Es un viaje silencioso hacia la esencia de lo propio, donde el tiempo deja de
ser lineal y la tierra habla en voz baja, recordando quiénes somos y de dónde
venimos.
Y
allí estaba él: Alí. Hablaba poco. Su piel, curtida por el sol, parecía haber
guardado todos los secretos que sus ojos callaban. En realidad, sus ojos nada
decían. Extraviaba la mirada en el horizonte inmenso que el mar trazaba a su
alrededor, como si buscara en él un refugio imposible.
Caminaba
por la playa como un ánima errante, ajeno al paisaje, como si la arena no le
perteneciera, aunque la conociera mejor que nadie. En su mente se desplegaban
recuerdos, proyectados como una película en colores vivos y en alta definición.
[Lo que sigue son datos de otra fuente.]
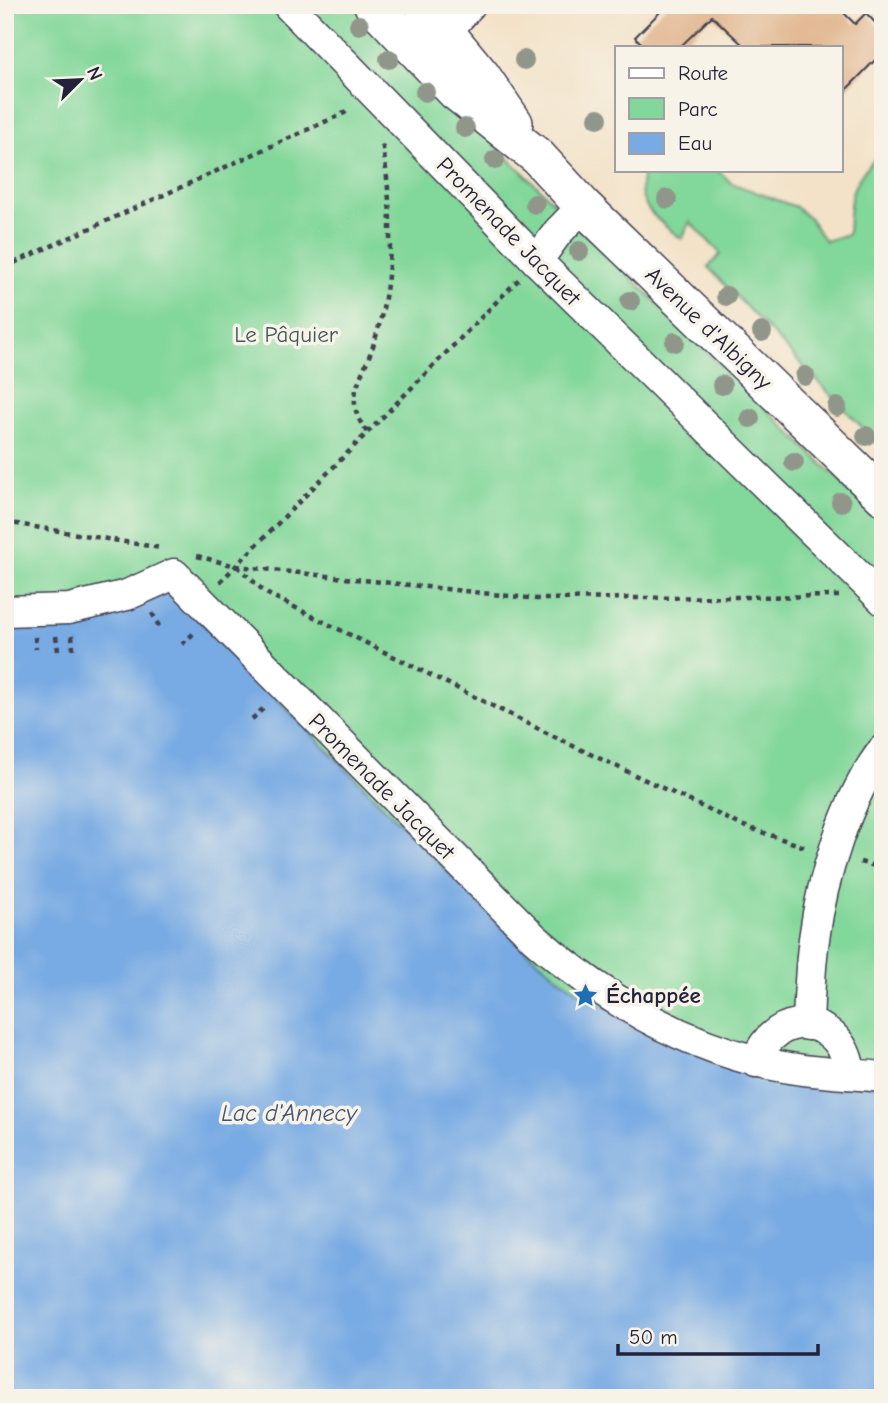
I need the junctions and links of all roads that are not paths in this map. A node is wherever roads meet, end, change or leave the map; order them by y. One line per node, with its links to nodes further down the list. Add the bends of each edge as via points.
1 (288, 5): 7 (street, Promenade Jacquet)
2 (373, 5): 5 (main road, Avenue d'Albigny, via 455,91)
3 (387, 5): 4 (street, via 429,37)
4 (446, 14): 5 (main road, Avenue d'Albigny, via 481,75)
5 (538, 157): 6 (main road, Avenue d'Albigny)
6 (583, 206): 7 (street); 8 (main road, Avenue d'Albigny)
7 (537, 261): 9 (street, Promenade Jacquet)
8 (883, 496)
9 (880, 598)
10 (5, 611): 13 (street, Promenade Jacquet, via 69,609 127,595 174,574 566,967 675,1032)
11 (883, 750): 12 (street, via 858,790 834,856 814,939)
12 (808, 1025): 13 (street, via 797,1024 775,1033); 14 (street, via 820,1027 839,1041)
13 (756, 1062): 14 (street, Promenade Jacquet)
14 (850, 1074): 15 (street, Promenade Jacquet)
15 (883, 1077)

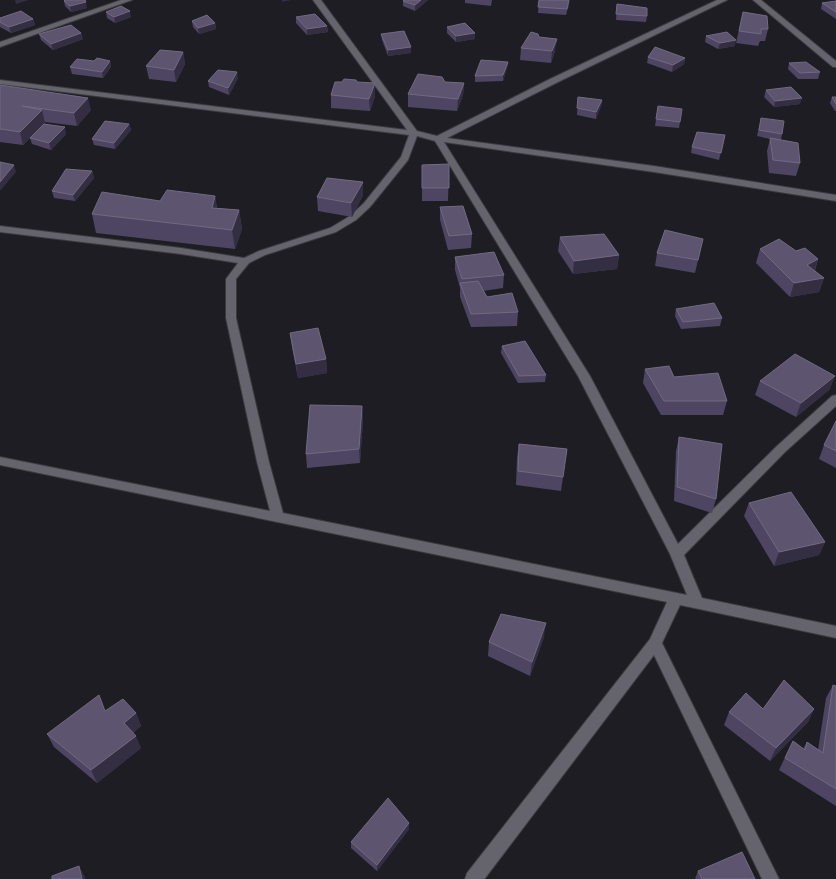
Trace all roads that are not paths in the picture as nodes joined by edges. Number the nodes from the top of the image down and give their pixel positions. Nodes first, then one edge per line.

Un film que lo arrastraba hacia un pasado que creyó sepultado. En aquel tiempo
vendía pulseras de conchas y, a veces, se sentaba en silencio junto a los
turistas, como si esperara algo que nunca llegaba. Pero llegó: el tiempo
perfecto, ese que solo marca el reloj de Dios. Zarpó. Se fue. Persiguió sus
sueños en tierras extrañas, lejanas a sus querencias. Esa memoria, ahora
revivida, dibujaba en su rostro una expresión ambigua: ¿una sonrisa, o acaso
una mueca?
Yo
lo observé, siempre, desde lejos. Aquí, ahora, y también allá, en otros tiempos
y en otros lugares. Lo miraba con la curiosidad de quien intenta descifrar el
mundo a través de los gestos de otro. Alí era parte del paisaje, pero también
era su grieta.
Regresaba
al sitio del que partió, incumpliendo la promesa de no volver jamás.
Alí
—sentado en la playa, ya hombre, ya viajero— se dejaba invadir por emociones
que creyó olvidadas. Había recorrido otros mundos, conocido otras costas, pero
ninguna como aquella. Recordaba a su hermano Arthur, siguiéndolo por toda la
ensenada, levantando piedras en busca de pulpitos atrapados por la marea baja.
Evocaba también a su madre y a sus hermanas, llenando cacerolas con moluscos
escondidos en la arena blanca y húmeda, como si la tierra misma ofreciera su
banquete.
Las
tías y la abuela, por su parte, halaban cuerdas desde el océano para cosechar
las esponjas que habían sembrado meses atrás. En su memoria, los cuerpos color
canela se movían entre la espuma del mar, impregnados de salitre, como si el
paisaje los hubiera esculpido.
Traía
al presente, con claridad intacta, la figura imponente de su padre regresando
de cosechar yucas silvestres. Venía cargado de tubérculos, nuez de coco, arroz,
clavos de olor… ¡y carbón! Aquel hombre, que también guiaba a turistas
—ingleses, alemanes, franceses y algún holandés— por los senderos verdes,
hablaba con sabiduría y orgullo de su tierra. Era guía, sí, pero también
guardián de la memoria.
Mucho
tiempo había pasado, pero los recuerdos no se habían disuelto. Al contrario, se
volvían más nítidos con cada ola que rompía frente a él.
A
medida que el pasado se fundía con el presente, Alí fue despojándose de todo:
el reloj, la camiseta, la gorra, los lentes y aquellos zapatos deportivos
blancos con un animal por emblema —animal ajeno a ese paisaje—. Se quitaba cada
prenda con una sonrisa indescriptible dibujada en los labios. Había regresado
para quedarse, y no quería parecer un turista en su propia tierra. Ya no. Nunca
más.
Epílogo: Permanecer en la tierra propia
Alí
regresó, pero no solo físicamente: volvió con su memoria intacta, con su
historia reconocida y con la certeza de que pertenecer a un lugar es más que
habitarlo; es sentirlo en la piel, en los recuerdos, en la respiración de cada
instante.
La
querencia no se compra ni se aprende; se descubre en la convergencia de la
tierra y el tiempo, en la fusión de la infancia con la madurez, en el abrazo
silencioso de los que nos precedieron. Volver a casa es un acto de valentía y
de reconciliación. Es recibir la tierra, tal como nos recuerda, con todo lo que
fuimos, lo que somos y lo que aún podemos ser.
Y
así, en la memoria y el paisaje, la querencia permanece.